Popüler kültürde 'gerçekliğin' kurgulanması, 'hakiki'nin çarpıtılması tiyatroda da yerini buluyor son zamanlarda... 'Suratımıza suratımıza' seyirciyi rahatsız etmek için yazılan oyunların Türkiye'de sahnelenmesi ve bunun bir 'ekol' (popüler demek daha doğru aslında) olmasına; 'tiyatronun' klişe 'sözlük' anlamlarına; 'tiyatrocu olmanın' gerçekliği olan 'fakirlik' durumuna komedi unsurlarıyla yaklaşıyor Tiyatro Tem. Seyirciler olarak da onlara eşlik ediyor, kahkahalarımızla onların eleştirilerine katılıyoruz.

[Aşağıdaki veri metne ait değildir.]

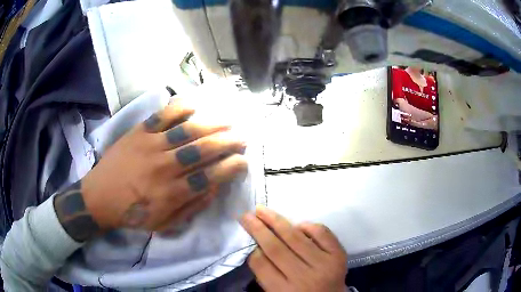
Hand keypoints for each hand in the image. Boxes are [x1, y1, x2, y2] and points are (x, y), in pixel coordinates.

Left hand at [54, 99, 247, 241]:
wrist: (99, 198)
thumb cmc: (132, 215)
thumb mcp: (164, 224)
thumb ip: (192, 207)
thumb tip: (214, 187)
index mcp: (172, 194)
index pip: (210, 177)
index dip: (231, 167)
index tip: (242, 161)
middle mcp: (164, 168)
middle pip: (203, 150)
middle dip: (228, 142)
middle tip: (241, 138)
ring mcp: (150, 146)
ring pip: (187, 131)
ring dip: (211, 124)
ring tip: (227, 121)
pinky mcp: (138, 133)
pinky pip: (162, 116)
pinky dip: (179, 108)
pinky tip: (194, 106)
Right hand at [240, 207, 347, 291]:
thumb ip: (266, 275)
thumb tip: (257, 248)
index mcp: (284, 291)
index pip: (261, 265)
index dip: (252, 248)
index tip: (248, 237)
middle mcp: (304, 278)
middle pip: (276, 248)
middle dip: (258, 229)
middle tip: (246, 215)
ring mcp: (324, 265)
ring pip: (296, 237)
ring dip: (277, 221)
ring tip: (263, 211)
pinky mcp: (339, 255)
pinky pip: (322, 233)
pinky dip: (308, 226)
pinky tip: (298, 225)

Hele gerçeklerden bıktığınız bir zaman diliminde seyrederseniz 'Hakiki Gala'yı, tiyatrodan çıktığınızda yüzünüzdeki gülümsemeyi Kumbaracı 50'den evinize kadar, hatta sabaha kadar koruyabileceğinizi garanti ederiz. Biz mi? 'Hakiki Gala'yı seyretmiş olan seyirciler tabii ki...
'Hakiki Gala', 4-18 Mart 2010 tarihlerinde Kumbaracı 50'de seyredilebilir.(JK/EÜ)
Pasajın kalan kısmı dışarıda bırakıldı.